Arnold Serestyen, a Hungarian national, went to Chocolicious Indonesia where he wanted to get a cake for his family with “Merry Christmas” on it.
But the shop said no.
“We from Chocolicious Indonesia are not yet able to write ‘Merry Christmas’ or other similar expressions,” the shop said, offering its “deepest regrets.”
“This does not mean we do not respect your religion. But with all due respect this is what we have to practice based on our religious principles,” it went on, saying the customers are “welcome to add [their] own writing.”
Indonesia is a Muslim-majority country. And some more conservative Muslims feel that wishing “Merry Christmas” constitutes an endorsement of Christianity.
Most Muslims do not feel that way, according to the Jakarta Post, and the most religious leaders say it’s okay to say it. Thousands made comments on the shop’s Facebook and Instagram pages with opinions sharply differing. Some commentators called the bakery “racist,” “fanatics” and “unfit to live in Indonesia,” according to the Jakarta Post.
However, the country’s Consumers Foundation (YLKI) said the bakery had violated consumer rights, such as “the right to be treated and served properly, honestly and non-discriminatively,” according to the YLKI’s head, Sudaryatmo (who goes by one name, as is often the case locally).
Last year the Indonesian Ulema Council, the country’s top Muslim clerical body, issued a religious ruling prohibiting Muslims from using Christmas attributes.
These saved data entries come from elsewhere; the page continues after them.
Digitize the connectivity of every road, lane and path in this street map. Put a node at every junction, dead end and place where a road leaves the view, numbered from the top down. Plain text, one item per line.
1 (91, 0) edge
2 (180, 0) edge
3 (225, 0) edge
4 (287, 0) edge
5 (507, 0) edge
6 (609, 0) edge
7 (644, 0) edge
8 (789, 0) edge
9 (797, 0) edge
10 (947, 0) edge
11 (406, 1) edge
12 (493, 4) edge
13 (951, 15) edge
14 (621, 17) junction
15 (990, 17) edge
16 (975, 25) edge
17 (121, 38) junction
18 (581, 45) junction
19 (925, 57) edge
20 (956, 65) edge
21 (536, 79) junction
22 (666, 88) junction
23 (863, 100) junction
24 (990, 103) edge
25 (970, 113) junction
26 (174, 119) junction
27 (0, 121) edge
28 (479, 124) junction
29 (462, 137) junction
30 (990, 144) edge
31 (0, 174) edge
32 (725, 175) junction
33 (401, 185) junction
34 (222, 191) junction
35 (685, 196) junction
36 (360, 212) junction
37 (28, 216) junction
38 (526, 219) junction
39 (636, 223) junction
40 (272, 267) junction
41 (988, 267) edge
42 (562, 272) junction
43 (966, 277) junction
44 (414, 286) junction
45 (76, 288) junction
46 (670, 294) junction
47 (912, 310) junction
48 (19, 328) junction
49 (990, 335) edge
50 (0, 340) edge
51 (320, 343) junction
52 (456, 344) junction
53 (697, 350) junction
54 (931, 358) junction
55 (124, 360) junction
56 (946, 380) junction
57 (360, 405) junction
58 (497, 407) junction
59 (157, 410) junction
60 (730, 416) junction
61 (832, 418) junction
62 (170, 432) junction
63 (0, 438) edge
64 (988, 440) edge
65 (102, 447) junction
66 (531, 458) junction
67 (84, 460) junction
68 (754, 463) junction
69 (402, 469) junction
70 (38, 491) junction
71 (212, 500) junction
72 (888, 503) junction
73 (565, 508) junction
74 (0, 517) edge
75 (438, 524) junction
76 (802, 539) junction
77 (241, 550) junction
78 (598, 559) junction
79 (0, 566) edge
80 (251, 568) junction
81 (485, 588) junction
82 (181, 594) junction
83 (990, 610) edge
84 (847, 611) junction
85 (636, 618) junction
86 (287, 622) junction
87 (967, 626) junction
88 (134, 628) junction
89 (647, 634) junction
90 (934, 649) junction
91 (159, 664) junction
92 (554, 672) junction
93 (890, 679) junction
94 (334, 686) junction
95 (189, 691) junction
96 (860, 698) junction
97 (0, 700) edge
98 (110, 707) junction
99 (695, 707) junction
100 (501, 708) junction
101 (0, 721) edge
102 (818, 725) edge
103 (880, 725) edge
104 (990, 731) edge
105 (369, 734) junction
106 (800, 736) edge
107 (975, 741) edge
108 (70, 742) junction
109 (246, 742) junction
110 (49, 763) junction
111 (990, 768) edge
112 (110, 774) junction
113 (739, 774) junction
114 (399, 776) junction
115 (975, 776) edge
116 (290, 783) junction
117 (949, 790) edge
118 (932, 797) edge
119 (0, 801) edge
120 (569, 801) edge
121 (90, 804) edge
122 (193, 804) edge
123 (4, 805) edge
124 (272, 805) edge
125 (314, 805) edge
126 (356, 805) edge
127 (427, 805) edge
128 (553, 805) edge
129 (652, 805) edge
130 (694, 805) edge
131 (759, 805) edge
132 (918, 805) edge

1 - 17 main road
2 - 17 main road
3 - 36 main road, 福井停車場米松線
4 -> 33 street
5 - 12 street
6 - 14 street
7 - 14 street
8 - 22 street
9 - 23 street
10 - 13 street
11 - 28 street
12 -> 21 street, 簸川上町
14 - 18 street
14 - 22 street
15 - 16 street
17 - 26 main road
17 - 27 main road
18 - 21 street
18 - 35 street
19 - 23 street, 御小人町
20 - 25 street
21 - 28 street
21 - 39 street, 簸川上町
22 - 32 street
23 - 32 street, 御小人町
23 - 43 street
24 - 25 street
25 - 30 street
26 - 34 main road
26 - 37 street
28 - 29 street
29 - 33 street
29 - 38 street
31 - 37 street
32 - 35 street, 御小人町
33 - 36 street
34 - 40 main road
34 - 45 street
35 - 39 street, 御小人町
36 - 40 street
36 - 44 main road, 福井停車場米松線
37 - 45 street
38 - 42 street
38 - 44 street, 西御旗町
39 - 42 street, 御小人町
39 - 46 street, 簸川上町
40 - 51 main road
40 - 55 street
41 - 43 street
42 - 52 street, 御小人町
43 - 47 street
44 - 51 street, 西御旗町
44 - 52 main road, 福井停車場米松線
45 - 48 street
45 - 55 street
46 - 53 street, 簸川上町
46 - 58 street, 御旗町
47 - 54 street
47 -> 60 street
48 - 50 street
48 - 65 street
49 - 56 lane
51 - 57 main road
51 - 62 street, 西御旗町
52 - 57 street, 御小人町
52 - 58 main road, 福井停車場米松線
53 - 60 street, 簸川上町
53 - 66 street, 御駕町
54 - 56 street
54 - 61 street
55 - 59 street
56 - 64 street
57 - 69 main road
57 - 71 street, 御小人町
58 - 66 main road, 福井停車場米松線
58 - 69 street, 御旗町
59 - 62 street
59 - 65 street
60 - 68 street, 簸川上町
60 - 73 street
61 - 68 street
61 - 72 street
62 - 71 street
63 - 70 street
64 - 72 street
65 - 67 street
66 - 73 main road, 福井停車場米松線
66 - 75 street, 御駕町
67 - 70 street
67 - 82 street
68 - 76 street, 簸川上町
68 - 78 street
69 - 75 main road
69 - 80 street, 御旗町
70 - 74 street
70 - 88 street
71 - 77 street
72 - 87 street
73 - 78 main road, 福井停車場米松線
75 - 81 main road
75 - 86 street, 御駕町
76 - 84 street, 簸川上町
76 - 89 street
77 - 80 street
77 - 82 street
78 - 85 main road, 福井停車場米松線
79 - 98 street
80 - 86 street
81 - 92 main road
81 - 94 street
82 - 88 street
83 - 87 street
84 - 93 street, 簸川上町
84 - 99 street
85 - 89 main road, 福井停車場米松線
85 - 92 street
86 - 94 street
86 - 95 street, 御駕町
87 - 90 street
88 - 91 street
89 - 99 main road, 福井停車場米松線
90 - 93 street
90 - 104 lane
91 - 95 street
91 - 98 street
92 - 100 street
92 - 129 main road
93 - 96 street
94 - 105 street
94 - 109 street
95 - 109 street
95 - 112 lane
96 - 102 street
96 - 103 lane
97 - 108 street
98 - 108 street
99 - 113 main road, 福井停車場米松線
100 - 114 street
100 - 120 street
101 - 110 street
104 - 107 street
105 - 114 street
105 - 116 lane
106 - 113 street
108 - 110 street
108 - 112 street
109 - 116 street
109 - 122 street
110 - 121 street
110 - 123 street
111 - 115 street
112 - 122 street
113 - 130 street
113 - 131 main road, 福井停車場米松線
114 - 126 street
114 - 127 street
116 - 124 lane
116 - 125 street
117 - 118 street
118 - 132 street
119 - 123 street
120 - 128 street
Nevertheless, it assured adherents of the faith that wishing Christians a “Merry Christmas” didn’t contradict Islam.
But Arnold Serestyen, the man who asked for the cake, said he had no issue with it, that he didn’t feel it was “insulting” or “racist” at all. He was not put off because “their cakes are wonderful.”
The store publicly apologized:
“Again, we sincerely apologize from the bottom of our hearts and with a feeling of respect and honor as Indonesians. We will still provide greeting cards and chocolate boards as additional services for your order. You are welcome to add your own writing. Again, we wish for your understanding.”
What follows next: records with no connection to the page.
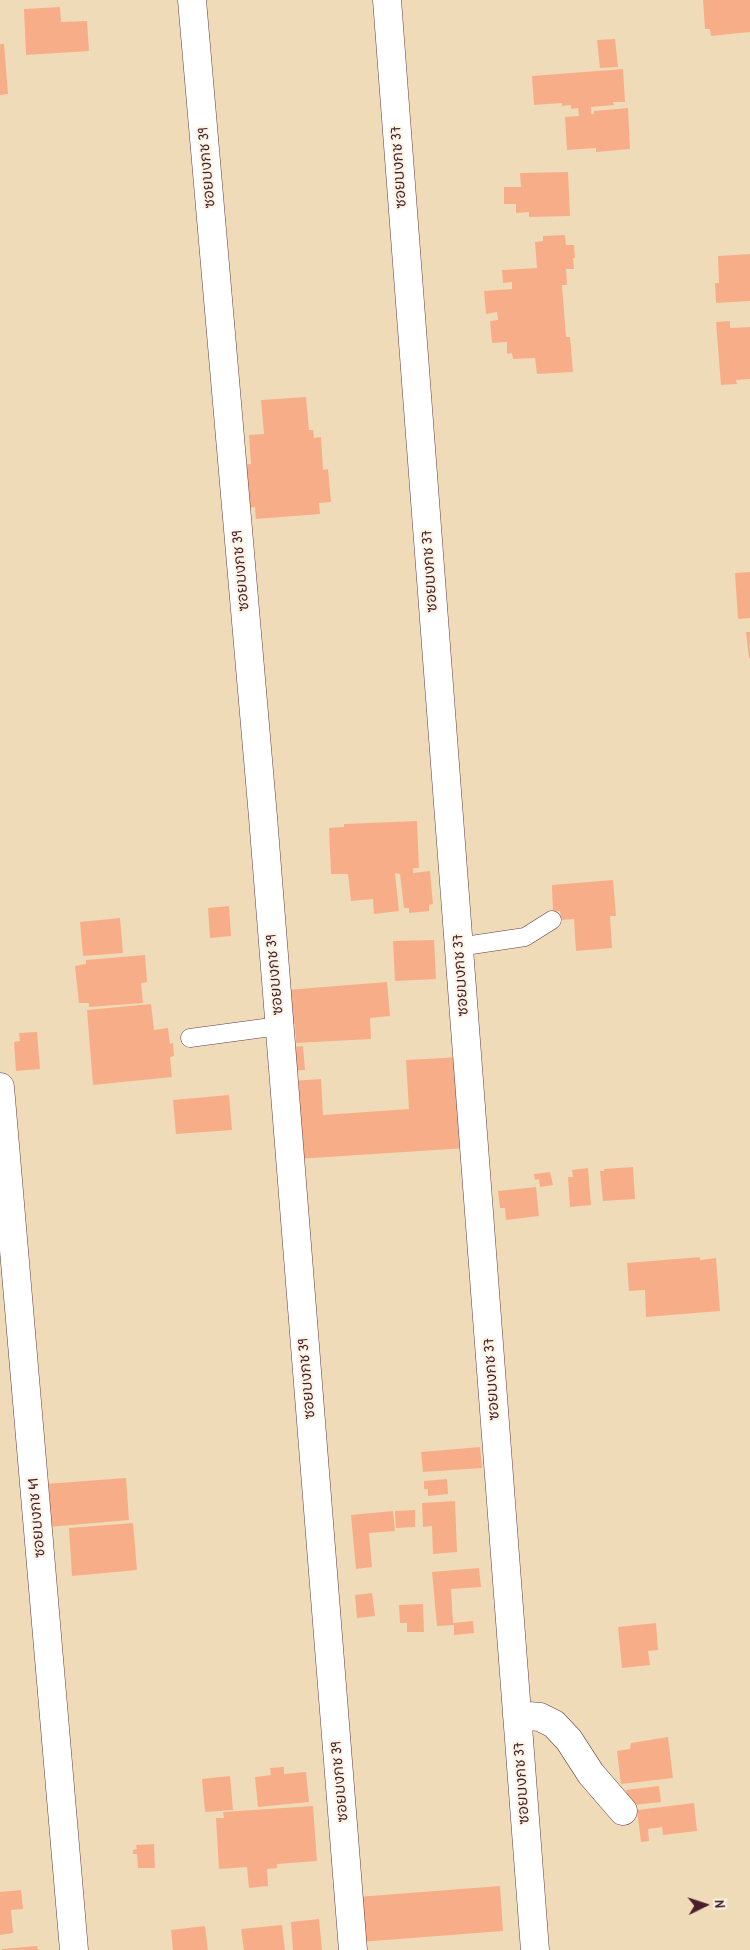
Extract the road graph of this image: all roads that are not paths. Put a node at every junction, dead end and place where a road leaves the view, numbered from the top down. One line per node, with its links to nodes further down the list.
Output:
1 (192, 0): 5 (street, ซอยบงกช 39)
2 (387, 0): 4 (street, ซอยบงกช 37)
3 (552, 920): 4 (lane)
4 (458, 947): 8 (street, ซอยบงกช 37)
5 (279, 1026): 6 (lane); 11 (street, ซอยบงกช 39)
6 (190, 1038)
7 (0, 1087): 10 (street, ซอยบงกช 41)
8 (517, 1714): 9 (street); 12 (street, ซอยบงกช 37)
9 (623, 1811)
10 (74, 1950)
11 (353, 1950)
12 (535, 1950)

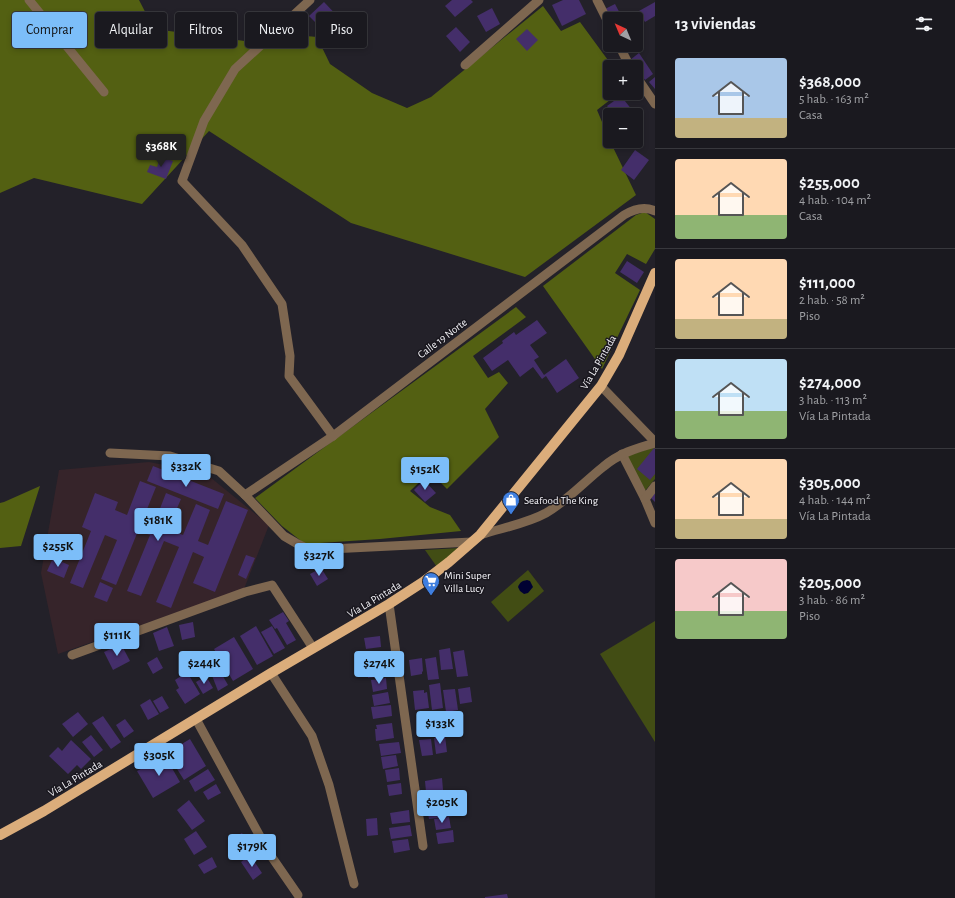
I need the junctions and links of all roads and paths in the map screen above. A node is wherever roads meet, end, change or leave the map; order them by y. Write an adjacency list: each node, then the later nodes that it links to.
1 (29, 0): 8 (street)
2 (310, 0): 13 (street)
3 (539, 0): 6 (street)
4 (597, 0): 5 (street)
5 (603, 12)
6 (465, 65)
7 (643, 86): 9 (street)
8 (104, 92)
9 (655, 104)
10 (655, 210): 13 (street, Calle 19 Norte)
11 (655, 273): 12 (main road, Vía La Pintada)
12 (600, 386): 14 (street); 21 (main road, Vía La Pintada)
13 (333, 436): 18 (street, Calle 19 Norte)
14 (655, 442): 16 (street)
15 (110, 453): 18 (street)
16 (622, 454): 19 (street); 21 (street)
17 (655, 486): 19 (street)
18 (246, 495): 21 (street)
19 (645, 499): 20 (street)
20 (655, 523)
21 (476, 538): 22 (main road, Vía La Pintada)
22 (389, 604): 23 (main road, Vía La Pintada); 28 (street)
23 (313, 648): 24 (street); 25 (main road, Vía La Pintada)
24 (72, 655)
25 (271, 673): 26 (main road, Vía La Pintada); 29 (street)
26 (196, 719): 27 (main road, Vía La Pintada); 30 (street)
27 (0, 835)
28 (423, 846)
29 (354, 884)
30 (298, 894)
And they then figured out an obvious solution to the problem which would have saved themselves a lot of trouble: they will now have the customers make their own inscriptions on their cakes, if they so choose.
The question is a more problematic one in Indonesia which has a growing hardline Muslim conservative community and a government trying to maintain what has been a society that has generally been tolerant of other religions.
From Jakarta Post:
The Christmas cake controversy came amid concerns over rising identity politics in Indonesia, with the nation’s burgeoning middle class now seen to be growing more religiously conservative. While many have become used to the antics of hard-line Islamic groups in their war against Christmas, it is unusual for a seemingly law-abiding Muslim shop owner to politely refuse a small request of writing “Selamat Natal” on the cakes they are selling.